In the first days of November the principal activity was in the vicinity of Sailly. The Germans effected a successful counter-attack on November 6, recapturing some of the ground won by the Allies, with 400 prisoners, 300 of them French. Next day, however, a greater number of German prisoners was taken by the French in an advance along a two-and-a-half-mile front south of the Somme, and on the 9th the French strengthened their positions near Sailly, clearing out German trenches and taking more prisoners.
On November 13 the British took a five-mile front in the German line near the River Ancre, capturing two towns and 3,000 prisoners, the Germans being taken by surprise in the early morning mist. Continuing their advantage the following day, the British took Beaucourt-sur-Anere with more than 5,000 prisoners. On the 15th German troops took the offensive on both sides of the Somme and succeeded in forcing their way back into some of the trenches and advance positions held by the French, but the British continued their advance north of the Ancre. Next day the French recovered the lost ground and their airmen engaged in fifty-four air battles with German machines along the Somme front. On the 18th British and French airplanes again bombarded Ostend, dropping 180 bombs, and once more raided Zeebrugge. In an ensuing battle six German planes were brought down.
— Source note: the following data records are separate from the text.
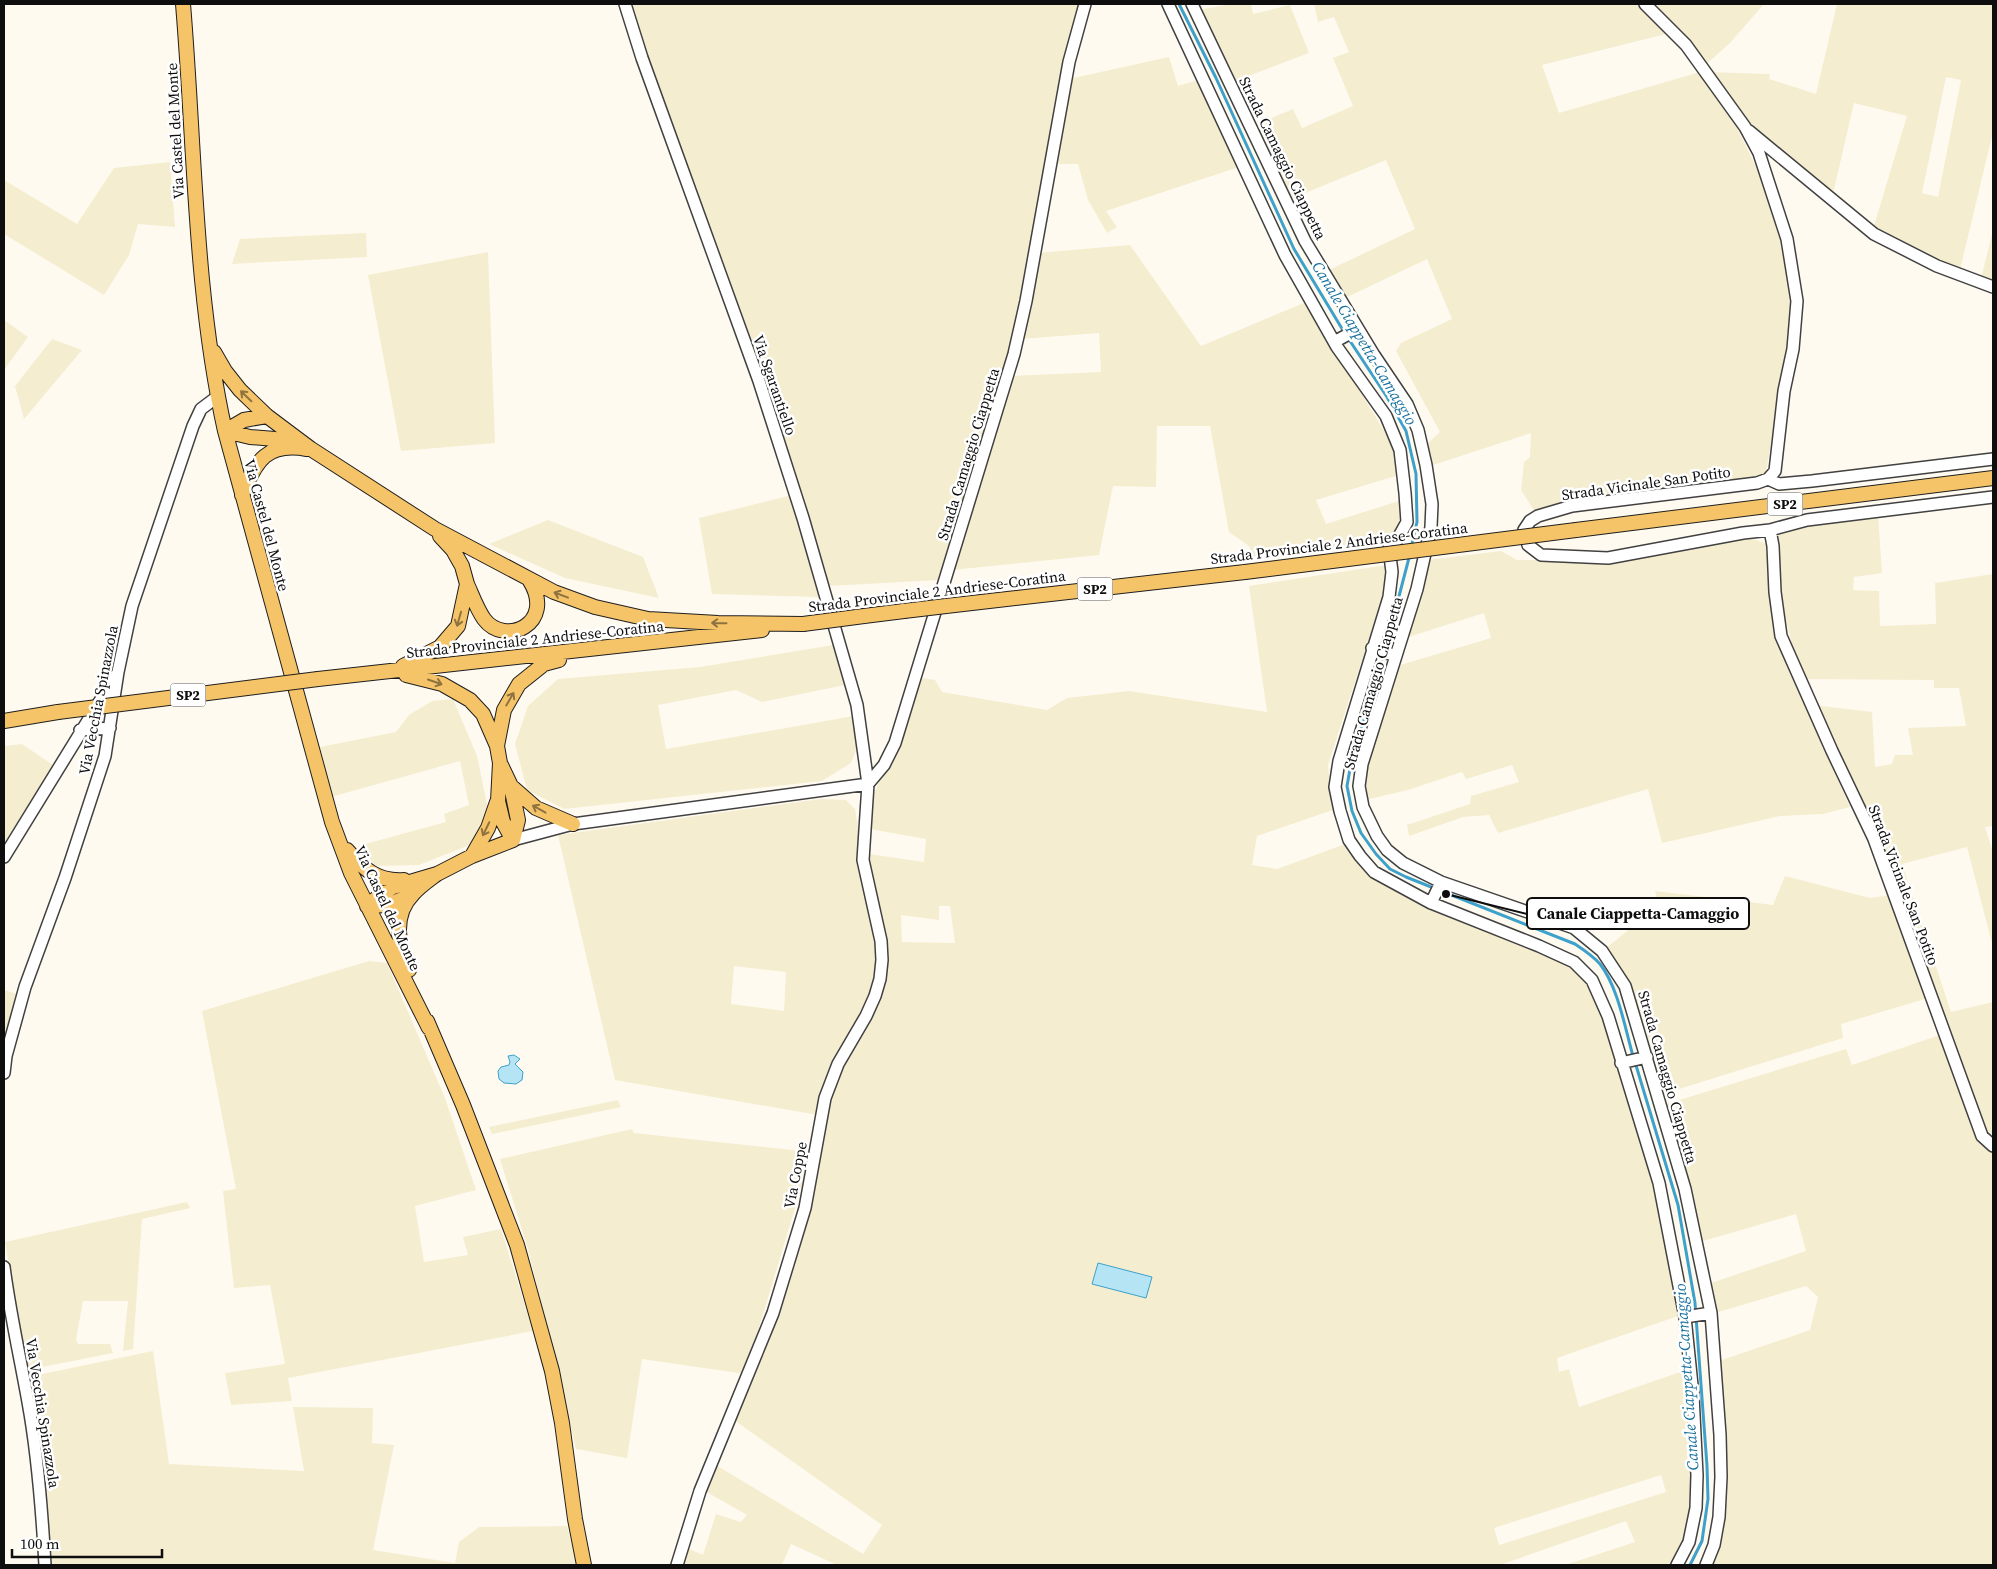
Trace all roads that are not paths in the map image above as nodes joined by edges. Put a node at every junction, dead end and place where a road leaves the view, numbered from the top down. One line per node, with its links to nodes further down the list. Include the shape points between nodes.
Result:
1 (183, 4): 13 (main road, Via Castel del Monte, via 196,211)
2 (625, 4): 39 (street, Via Sgarantiello, via 759,381 803,518 857,705)
3 (1085, 4): 39 (street, Strada Camaggio Ciappetta, via 1068,62 1014,354 895,743 884,765)
4 (1168, 4): 8 (street)
5 (1192, 4): 7 (street, Strada Camaggio Ciappetta)
6 (1645, 4): 9 (street, via 1686,45)
7 (1234, 91): 8 (street); 11 (street, Strada Camaggio Ciappetta, via 1305,241)
8 (1213, 100): 12 (street, via 1286,255)
9 (1744, 127): 10 (street, via 1874,234 1937,266); 21 (street, via 1758,154 1782,222 1797,301 1775,472)
10 (1993, 287)
11 (1358, 329): 12 (street); 31 (street, Strada Camaggio Ciappetta, via 1407,404 1418,430 1432,504 1431,527 1417,590)
12 (1334, 342): 30 (street, via 1386,416 1400,450 1406,494 1407,522 1389,548 1392,572 1389,598)
13 (210, 344): 14 (main road, Via Castel del Monte); 15 (main road, one-way to 13, via 225,371)
14 (217, 397): 16 (main road, Via Castel del Monte); 32 (street, Via Vecchia Spinazzola, via 201,409 193,426 132,606)
15 (266, 416): 16 (main road, via 244,420); 18 (main road)
16 (225, 431): 17 (main road, via 275,439); 22 (main road, Via Castel del Monte)
17 (291, 446): 18 (main road); 22 (main road, via 269,453 260,460 252,470)
18 (311, 449): 24 (main road)
19 (1993, 459): 21 (street, via 1812,482 1779,484)
20 (1993, 478): 28 (main road, Strada Provinciale 2 Andriese-Coratina / SP2, bridge)
21 (1768, 479): 25 (street, Strada Vicinale San Potito, via 1738,486 1572,506 1538,516 1524,530 1528,544 1541,555 1608,558)
22 (242, 495): 43 (main road, Via Castel del Monte)
23 (1993, 497): 25 (street, via 1807,520)
24 (434, 529): 26 (main road); 27 (main road, via 453,550)
25 (1770, 530): 57 (street, Strada Vicinale San Potito, via 1781,636 1874,839 1982,1136)
26 (530, 581): 27 (main road, via 536,591 536,615 515,631 497,630 484,619); 28 (main road, one-way to 26, via 648,619 595,608)
27 (467, 584): 33 (main road, one-way to 33, via 458,626 440,647)
28 (803, 624): 29 (main road, Strada Provinciale 2 Andriese-Coratina / SP2)
29 (608, 648): 33 (main road, Strada Provinciale 2 Andriese-Coratina / SP2); 37 (main road, one-way to 29, via 504,710 519,684 544,664)
30 (1372, 648): 31 (street); 51 (street, via 1339,760 1335,787 1340,811 1349,840 1374,872)
31 (1396, 656): 49 (street, Strada Camaggio Ciappetta, via 1362,764 1363,808 1387,850 1403,863)
32 (119, 670): 35 (street, Via Vecchia Spinazzola); 36 (street)
33 (388, 672): 34 (main road, Strada Provinciale 2 Andriese-Coratina / SP2, bridge); 37 (main road, one-way to 37, via 442,684 470,700 483,714)
34 (4, 720)
35 (110, 728): 36 (street); 56 (street, Via Vecchia Spinazzola, via 96,788 25,987)
36 (80, 730): 46 (street)
37 (497, 746): 38 (main road)
38 (500, 762): 40 (main road); 41 (main road)
39 (868, 784): 42 (street); 63 (street, Via Coppe, via 863,860 881,941 882,960 876,996 838,1064 825,1098 805,1208 773,1313 700,1491)
40 (511, 786): 42 (main road, one-way to 40, via 536,808); 44 (main road, via 518,820)
41 (498, 801): 44 (main road, via 503,822); 45 (main road, one-way to 45)
42 (573, 824): 44 (street)
43 (338, 839): 48 (main road, via 357,863 371,874 383,879); 52 (main road, Via Castel del Monte)
44 (513, 840): 45 (main road)
45 (472, 856): 47 (main road)
46 (4, 857)
47 (437, 874): 48 (main road); 50 (main road)
48 (415, 879): 52 (main road, via 382,892)
49 (1441, 882): 51 (street); 54 (street, Strada Camaggio Ciappetta, via 1574,928 1602,951 1625,986)
50 (412, 895): 52 (main road, via 388,905); 53 (main road, via 400,916 399,939)
51 (1431, 903): 55 (street, via 1574,962 1592,980 1608,1016)
52 (367, 906): 53 (main road, Via Castel del Monte)
53 (428, 1028): 62 (main road, via 463,1105 517,1245 552,1371)
54 (1647, 1057): 55 (street); 59 (street, Strada Camaggio Ciappetta, via 1689,1205)
55 (1621, 1063): 60 (street, via 1659,1183)
56 (4, 1073)
57 (1993, 1146)
58 (4, 1267): 61 (street, Via Vecchia Spinazzola, via 40,1489)
59 (1711, 1313): 60 (street); 65 (street, Strada Camaggio Ciappetta, via 1721,1477 1719,1517)
60 (1685, 1317): 64 (street, via 1693,1396 1696,1500 1689,1542)
61 (45, 1565)
62 (584, 1565)
63 (677, 1565)
64 (1677, 1565)
65 (1706, 1565)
Infantry fighting in the Dixmude sector between Belgian and German troops occurred on four consecutive days, from November 17 to 20, with hand-grenade battles but no definite result. There was a general lull in operations after this, caused by heavy weather and fogs.
FRENCH ARE FINAL VICTORS AT VERDUN.
In a dramatic blow at Verdun, after a period of comparative quiet at that point, the French on October 24 took the village and fort of Douaumont, also Thiaumont, the Haudromont quarries, La Caillette Wood, Damloup battery and trenches along a four-mile front to a depth of two miles. The ground retaken was the same that the Germans under the Crown Prince took by two months' hard fighting. This was the quickest and most effective blow struck in the Verdun campaign and reflected the highest credit on the French general commanding, General Petain, and his devoted troops, who thus turned the tide of victory at Verdun in favor of the French and stamped with failure the efforts of the Crown Prince, continued for nine months, to wrest Verdun from French control and open a road to Paris. It was a campaign in which failure meant defeat for the Germans, and its cost in men, money and munitions was enormous.